The Brain Science of Microlearning: Why It Works
In 2015, millennials surpassed Gen Xers as the largest generation in the workforce. By 2025, they will make up 75 percent of the workforce. That means that in the next 10 to 15 years, we will see the greatest transfer of knowledge that has ever taken place. With the transfer of knowledge comes a transfer in learning behavior.
We watch videos, access Instagram or Facebook posts, search retailers, buy products online, and check our emails and social media accounts several times a day. Everything comes into the brain very quickly, and it comes in small pieces.
Employees receive information outside of work in little chunks and snippets – whether they’re millennials or not. We need to reach learners in a way that is most comfortable and natural for them – with short snippets of information, available through apps and mobile devices, that are ready and accessible when and where the user needs or wants it.
Why Microlearning Works
Microlearning is a method that uses small moments of learning to drive job performance and employee development. It is appropriate when the learner needs help doing something specific or reference a snippet of content. Microlearning is short and to the point, based on a topic or problem, and easily searched by asking a question or entering keywords.
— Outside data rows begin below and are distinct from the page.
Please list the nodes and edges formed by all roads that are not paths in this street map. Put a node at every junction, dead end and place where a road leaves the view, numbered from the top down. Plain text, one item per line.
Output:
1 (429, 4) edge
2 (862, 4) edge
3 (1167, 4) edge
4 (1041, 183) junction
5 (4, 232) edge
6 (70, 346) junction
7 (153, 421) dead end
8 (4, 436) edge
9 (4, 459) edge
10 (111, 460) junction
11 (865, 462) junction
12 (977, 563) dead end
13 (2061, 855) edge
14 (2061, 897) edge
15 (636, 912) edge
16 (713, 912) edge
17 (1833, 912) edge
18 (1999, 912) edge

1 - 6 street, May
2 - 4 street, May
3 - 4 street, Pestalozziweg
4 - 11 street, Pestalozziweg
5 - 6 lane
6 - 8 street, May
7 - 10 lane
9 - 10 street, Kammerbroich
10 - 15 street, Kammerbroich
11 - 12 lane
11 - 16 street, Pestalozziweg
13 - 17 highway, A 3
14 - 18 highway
Most e-learning comes in more of a “macrolearning” format, such as instructor-led classes and massive open online courses, also known as MOOCs. Early in a role, employees need macro-learning to understand their job and the skills they need to perform it. Then, they need reminders of that learning. That is where microlearning comes in.
The theory behind microlearning suggests that short, repetitive learning increases long-term comprehension rates. It has only more recently been popularized due to the widespread availability of mobile devices and apps that allow us to easily apply and integrate the theory into our everyday lives.
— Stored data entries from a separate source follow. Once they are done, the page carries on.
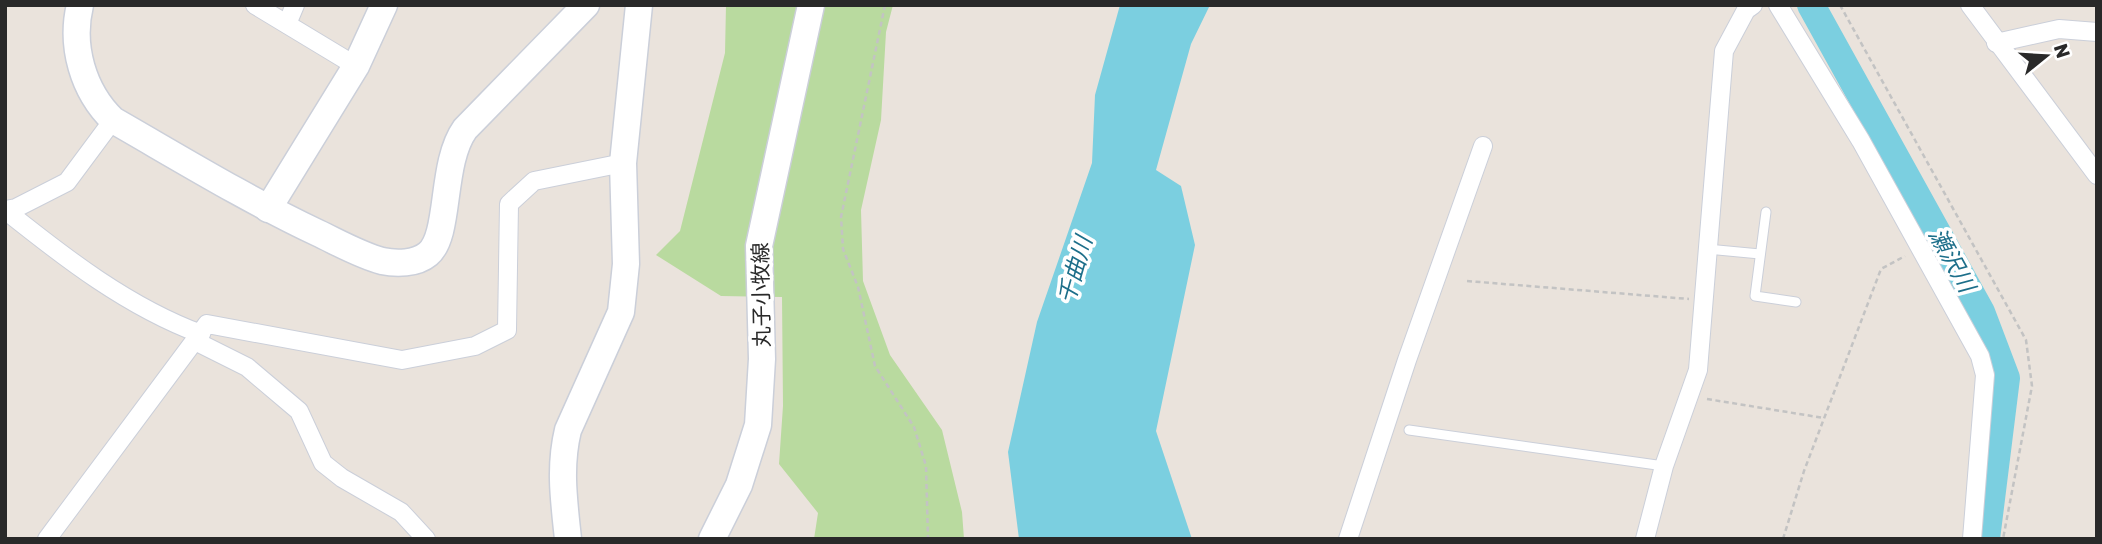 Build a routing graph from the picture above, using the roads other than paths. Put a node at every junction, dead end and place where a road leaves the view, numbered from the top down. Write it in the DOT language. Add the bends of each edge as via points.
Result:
graph roads {
  1 [pos="80,5"];
  2 [pos="255,5"];
  3 [pos="295,5"];
  4 [pos="384,5"];
  5 [pos="586,5"];
  6 [pos="639,5"];
  7 [pos="811,5"];
  8 [pos="1753,5"];
  9 [pos="1778,5"];
  10 [pos="1970,5"];
  11 [pos="286,24"];
  12 [pos="2097,32"];
  13 [pos="1996,43"];
  14 [pos="356,66"];
  15 [pos="113,120"];
  16 [pos="1483,146"];
  17 [pos="623,163"];
  18 [pos="2097,175"];
  19 [pos="268,209"];
  20 [pos="5,210"];
  21 [pos="1766,212"];
  22 [pos="1707,249"];
  23 [pos="1760,254"];
  24 [pos="1797,302"];
  25 [pos="198,337"];
  26 [pos="1409,430"];
  27 [pos="1664,466"];
  28 [pos="47,539"];
  29 [pos="426,539"];
  30 [pos="568,539"];
  31 [pos="712,539"];
  32 [pos="1348,539"];
  33 [pos="1645,539"];
  34 [pos="1972,539"];
  1 -- 15 [label="street" via="79,58 97,104"];
  2 -- 11 [label="street"];
  3 -- 11 [label="street"];
  4 -- 14 [label="street"];
  5 -- 19 [label="street" via="457,140 447,169 437,242 427,254 409,262 370,257"];
  6 -- 17 [label="street"];
  7 -- 31 [label="street, 丸子小牧線" via="759,246 762,370 758,425 739,485"];
  8 -- 22 [label="street" via="1746,9 1724,51"];
  9 -- 34 [label="street" via="1861,141 1980,356 1984,375"];
  10 -- 13 [label="street"];
  11 -- 14 [label="street"];
  12 -- 13 [label="street" via="2059,29"];
  13 -- 18 [label="street"];
  14 -- 19 [label="street"];
  15 -- 19 [label="street"];
  15 -- 20 [label="street" via="67,182"];
  16 -- 32 [label="street"];
  17 -- 25 [label="street" via="534,181 509,204 507,330 475,346 402,360 207,324"];
  17 -- 30 [label="street" via="625,289 621,312 564,448"];
  20 -- 25 [label="street" via="68,261"];
  21 -- 23 [label="lane"];
  22 -- 23 [label="lane"];
  22 -- 27 [label="street" via="1698,370"];
  23 -- 24 [label="lane" via="1755,296"];
  25 -- 28 [label="street"];
  25 -- 29 [label="street" via="247,367 299,411 323,463 401,512"];
  26 -- 27 [label="lane"];
  27 -- 33 [label="street"];
} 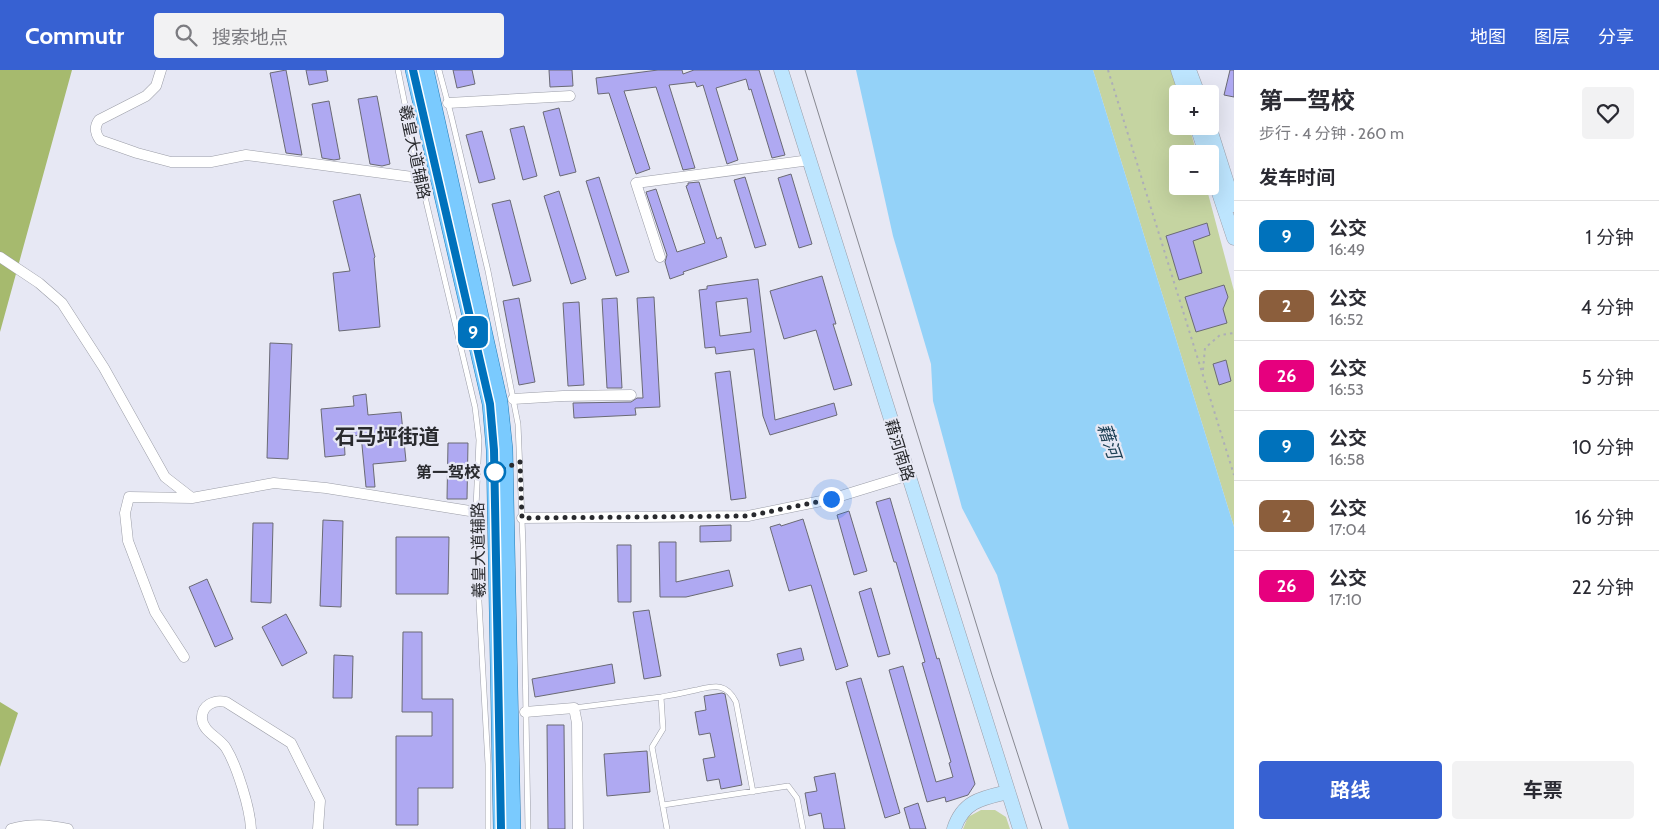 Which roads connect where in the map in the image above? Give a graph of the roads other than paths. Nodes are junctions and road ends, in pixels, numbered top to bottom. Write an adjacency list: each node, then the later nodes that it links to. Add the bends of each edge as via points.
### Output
1 (160, 70): 15 (street, via 156,86 146,96 99,120 95,128 100,140 171,162 212,162 246,155)
2 (398, 70): 15 (lane, 羲皇大道辅路)
3 (413, 70): 39 (main road, via 490,404 494,450)
4 (426, 70): 40 (main road, via 501,411 505,449)
5 (439, 70): 12 (lane)
6 (782, 70): 14 (main road, 藉河南路)
7 (1178, 70): 9 (main road)
8 (1189, 70): 10 (main road)
9 (1183, 85)
10 (1195, 85)
11 (570, 96): 12 (street)
12 (448, 103): 22 (lane, via 488,271)
13 (1212, 135): 17 (main road)
14 (810, 160): 20 (street, via 636,183); 23 (main road, 藉河南路)
15 (420, 178): 25 (lane, 羲皇大道辅路, via 475,407 479,440)
16 (1219, 193): 18 (main road)
17 (1234, 205)
18 (1234, 238)
19 (0, 257): 24 (street, via 39,283 62,304 104,368 165,476)
20 (660, 257)
21 (632, 396): 22 (street)
22 (513, 399): 26 (lane, via 518,424)
23 (908, 475): 26 (street, via 831,499 748,516); 32 (main road, 藉河南路)
24 (192, 498): 25 (street, via 274,483); 27 (street, via 129,497 125,513 128,541 154,612)
25 (476, 512): 38 (lane, 羲皇大道辅路)
26 (522, 518): 30 (lane)
27 (184, 657)
28 (661, 698): 29 (lane); 31 (lane, via 710,686 721,687 730,693 736,702); 33 (lane, via 663,729 652,747)
29 (574, 708): 30 (street); 42 (street, via 578,723)
30 (525, 712): 41 (lane)
31 (753, 792): 33 (lane); 44 (lane, via 788,786 797,798)
32 (1008, 792): 45 (main road, via 977,799 959,815); 46 (main road, 藉河南路)
33 (663, 805): 43 (lane)
34 (11, 829): 35 (street, via 44,824)
35 (68, 829)
36 (251, 829): 37 (street, via 242,786 226,747 202,719 205,708 215,701 226,702 291,743 320,801)
37 (318, 829)
38 (488, 829)
39 (501, 829)
40 (513, 829)
41 (528, 829)
42 (578, 829)
43 (667, 829)
44 (803, 829)
45 (954, 829)
46 (1020, 829)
The concept of spaced learning was best explained by the research of Hermann Ebbinghaus, a German psychologist who found that progressive injections of new knowledge have a rapid memory decay in the brain. His spaced learning theorysuggests that “learning is better when the same amount of study is spread out over periods of time than it is when it occurs closer together or at the same time.” Ebbinghaus found that repeated practice would enable people to retain more knowledge with each repetition.
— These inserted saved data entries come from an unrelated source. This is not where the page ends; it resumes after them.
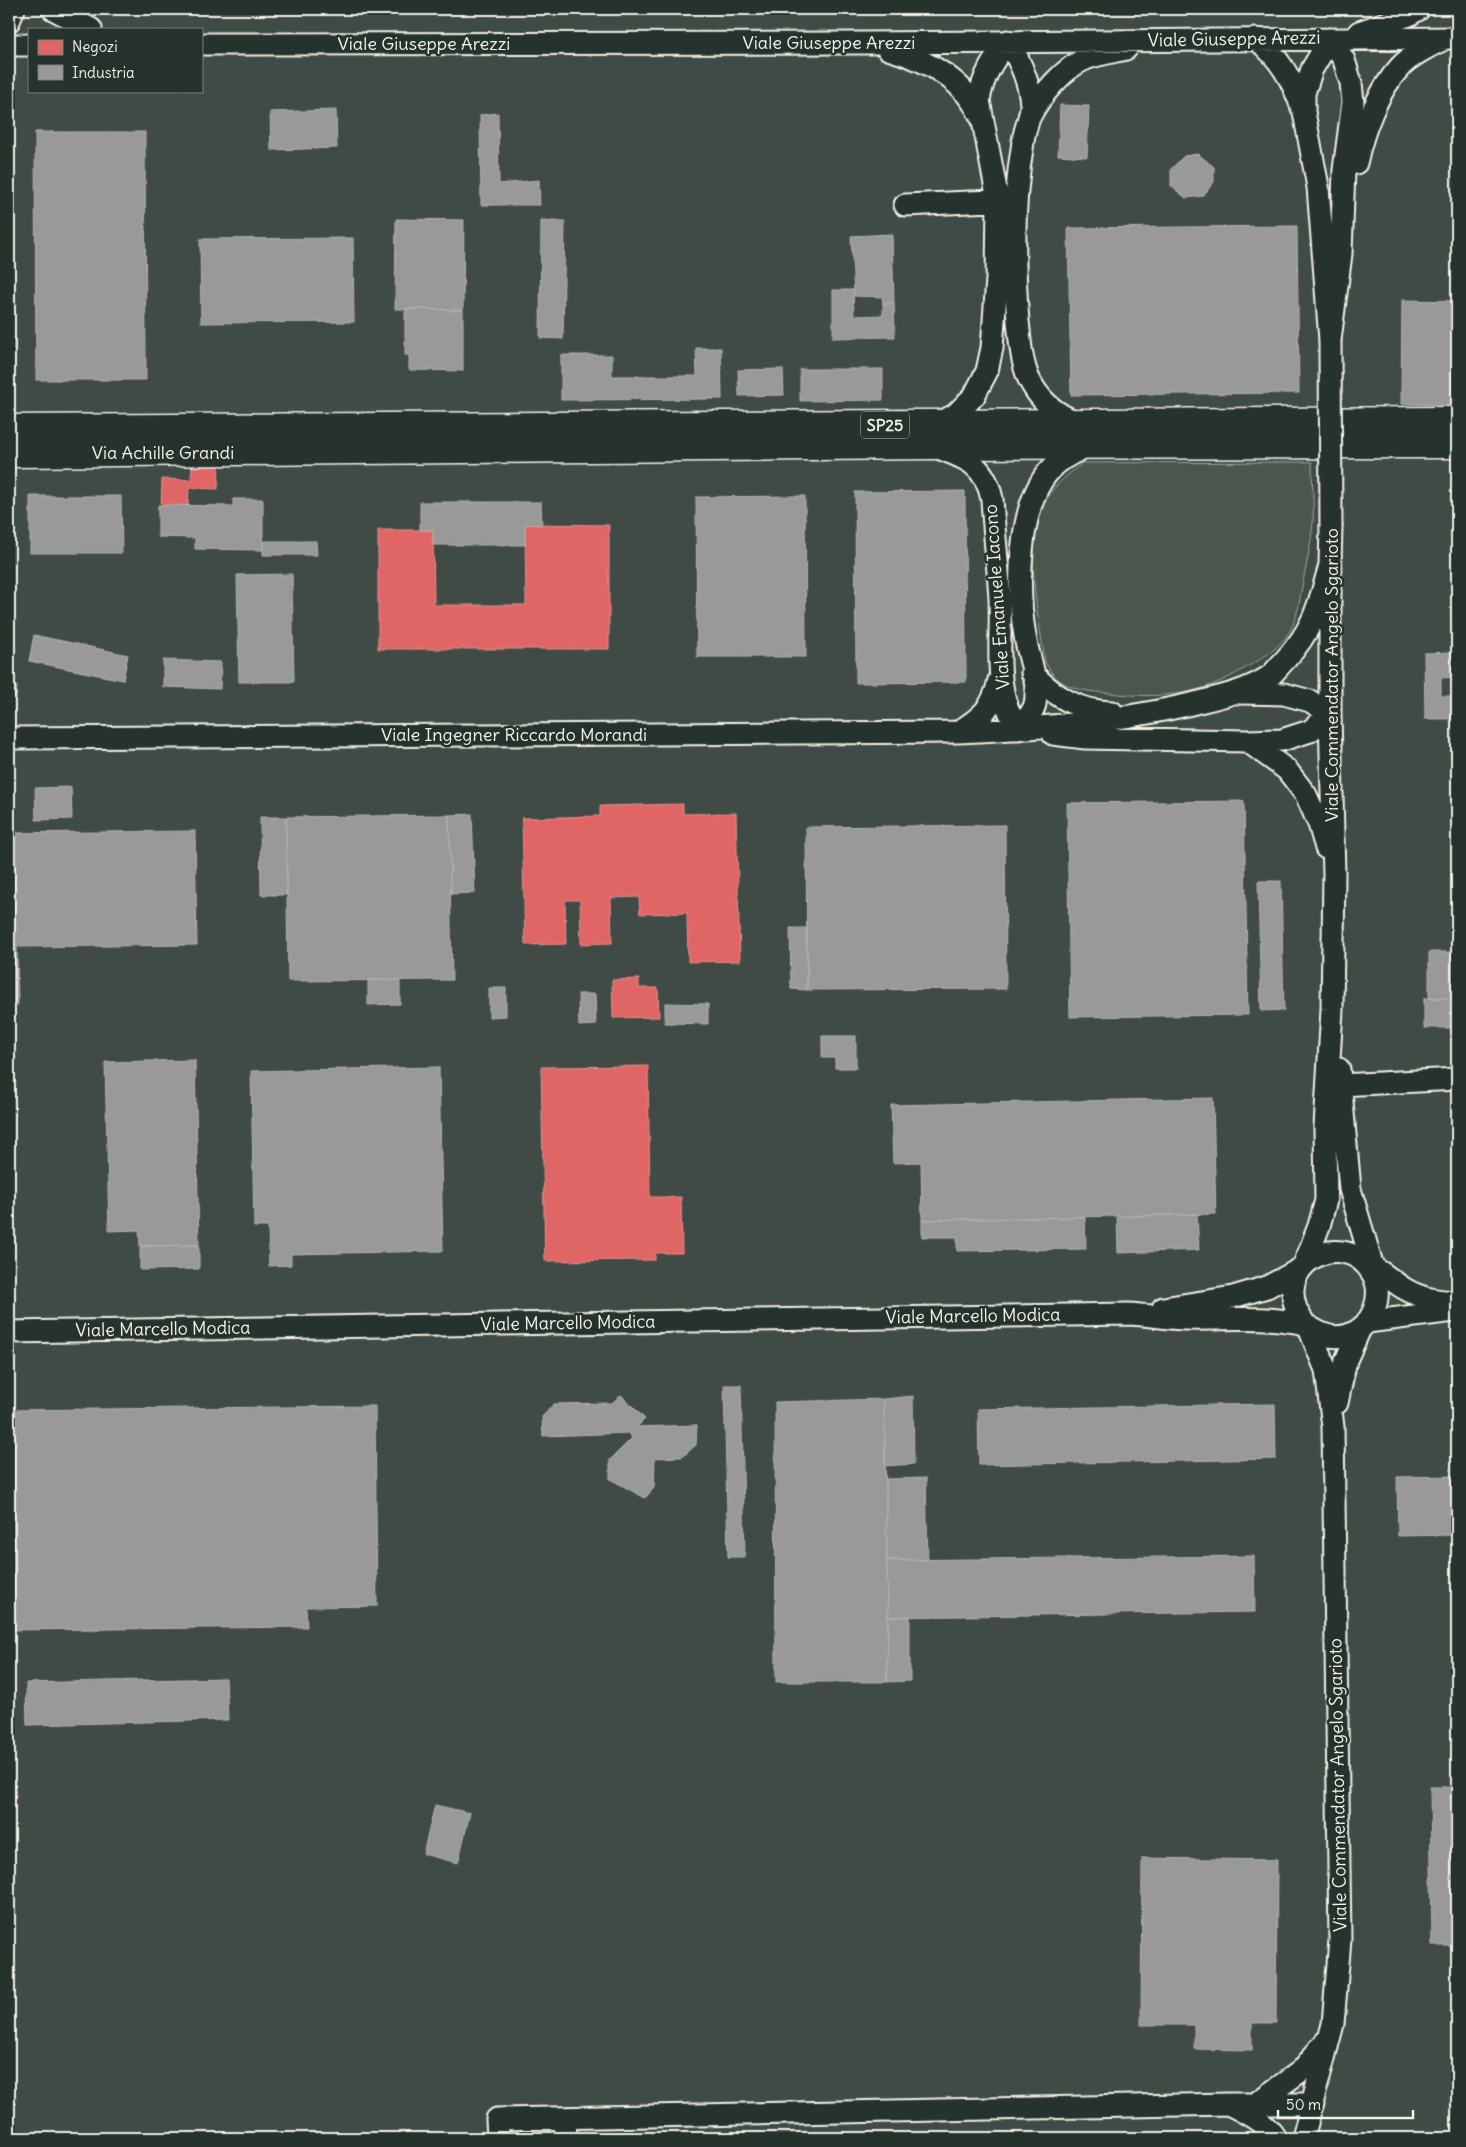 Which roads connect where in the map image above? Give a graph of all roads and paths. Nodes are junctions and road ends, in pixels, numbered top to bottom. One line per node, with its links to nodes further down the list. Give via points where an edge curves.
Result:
1 (14, 9): 4 (street)
2 (53, 9): 5 (street)
3 (1419, 9): 6 (street, via 1409,16)
4 (9, 21)
5 (89, 28)
6 (1337, 38): 7 (street, Viale Giuseppe Arezzi); 8 (street, Viale Giuseppe Arezzi); 15 (street, via 1312,69 1304,93); 20 (street, via 1351,83 1353,102 1344,170)
7 (1452, 38): 20 (street, via 1405,62 1384,90 1360,148)
8 (1256, 39): 9 (street, Viale Giuseppe Arezzi); 15 (street, via 1283,66)
9 (1162, 40): 10 (street, Viale Giuseppe Arezzi); 17 (street, via 1087,58 1050,87 1036,104)
10 (1008, 41): 11 (street, Viale Giuseppe Arezzi); 16 (street, via 987,70 982,84 979,100); 17 (street, via 1029,90 1031,107)
11 (864, 43): 12 (street, Viale Giuseppe Arezzi); 16 (street, via 914,56 940,70 974,102)
12 (202, 44)
13 (9, 45): 14 (street)
14 (28, 45)
15 (1304, 112): 21 (street, via 1318,187)
16 (983, 123): 18 (street)
17 (1027, 123): 18 (street)
18 (1007, 200): 19 (street); 24 (street, via 1028,377 1055,412); 25 (street, via 987,371 965,406)
19 (905, 205)
20 (1341, 254): 21 (street)
21 (1330, 340): 29 (street, Viale Commendator Angelo Sgarioto, bridge)
22 (1457, 421): 24 (main road, SP25)
23 (9, 429): 26 (main road, Via Achille Grandi)
24 (1085, 434): 25 (main road, SP25); 27 (main road, SP25); 30 (street, Viale Emanuele Iacono, via 1050,469 1036,492 1024,528 1020,588 1024,636)
25 (934, 435): 26 (main road, SP25); 31 (street, Viale Emanuele Iacono, via 980,468 989,485 1000,599)
26 (315, 440): 28 (main road, Via Achille Grandi)
27 (1457, 444)
28 (9, 454)
29 (1330, 565): 32 (street, via 1318,608 1301,643 1271,676); 34 (street, Viale Commendator Angelo Sgarioto)
30 (1032, 673): 33 (street, via 1056,696 1078,706 1103,712); 35 (street, Viale Emanuele Iacono, via 1035,705)
31 (1000, 678): 35 (street, Viale Emanuele Iacono, via 1006,708); 36 (street, via 995,698 988,709 978,720)
32 (1238, 693): 33 (street); 34 (street, via 1284,694 1310,701)
33 (1155, 713): 35 (street)
34 (1330, 714): 38 (street, via 1310,731 1282,740); 39 (street, Viale Commendator Angelo Sgarioto)
35 (1018, 730): 36 (street, Viale Ingegner Riccardo Morandi); 38 (street, via 1084,738)
36 (958, 732): 37 (street, Viale Ingegner Riccardo Morandi)
37 (9, 738)
38 (1247, 741): 39 (street, via 1287,770 1306,795 1319,824)
39 (1334, 875): 40 (street, Viale Commendator Angelo Sgarioto)
40 (1332, 1009): 42 (street); 43 (street, via 1325,1127 1326,1200)
41 (1457, 1079): 42 (street)
42 (1340, 1085): 44 (street, via 1350,1189)
43 (1302, 1267): 44 (street, via 1322,1253 1344,1252 1355,1256); 47 (street, via 1267,1287 1233,1297); 49 (street, via 1292,1291 1293,1303)
44 (1376, 1273): 45 (street, via 1420,1297); 48 (street, via 1378,1298)
45 (1457, 1302)
46 (1457, 1310): 48 (street)
47 (1128, 1314): 49 (street, via 1184,1319 1266,1318); 50 (street, Viale Marcello Modica)
48 (1364, 1325): 49 (street, via 1348,1335 1334,1337); 51 (street, via 1346,1360)
49 (1307, 1326): 51 (street, via 1326,1370)
50 (9, 1332)
51 (1333, 1427): 52 (street, Viale Commendator Angelo Sgarioto, via 1340,1940 1333,2024)
52 (1329, 2037): 54 (street, via 1301,2071); 55 (street, Viale Commendator Angelo Sgarioto)
53 (1229, 2104): 54 (street); 56 (street); 58 (street, via 1254,2118)
54 (1255, 2104): 55 (street)
55 (1313, 2104): 59 (street, Viale Commendator Angelo Sgarioto)
56 (566, 2128): 57 (street, via 497,2120)
57 (498, 2138)
58 (1275, 2138)
59 (1304, 2138)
Now, let’s look at this theory from a neurological perspective. The more we repeat and use information, the more likely it is to end up in long-term memory. That is why microlearning works so well, particularly with the shift in learning demands we’re seeing today.
In fact, more the 50 percent of 385 employees surveyed by Software Advice indicated that they would be more likely to use their company’s LMS if the lessons were shorter. Longer courses are not only more challenging to digest and retain, but taking them also gets in the way of employees’ daily work. Additionally, research shows that learning in bite-sized chunks makes the transfer of learning from the classroom to the desk 17 percent more efficient.
Microlearning not only mitigates cognitive overload but also supports long-term retention. To that point, Ebbinghaus determined that “overlearning – that is, continuing to practice and study even when we think that we have mastered the material” often prevents us from realizing that breaks and continued repetition prove critical in retaining information long-term. Microlearning is the slow-and-steady tortoise to the cognitive-overloaded hare.
That’s why studying over time helps people perform better on tests than when they “cram.” Unlike sensory and short-term memory, which are limited and decay rapidly, long-term memory can store a huge amount of information for a long time. Between each learning experience or review of a learning experience, learners’ brains need breaks – or spacing – so that the information can be processed and moved from short-term into long-term memory.
Microlearning is quickly becoming such a critical part of the e-learning landscape. Learning solutions must be grounded in the neuroscience of learning but adaptive, evolving to deliver quick snippets of information in the format we’ve now become accustomed.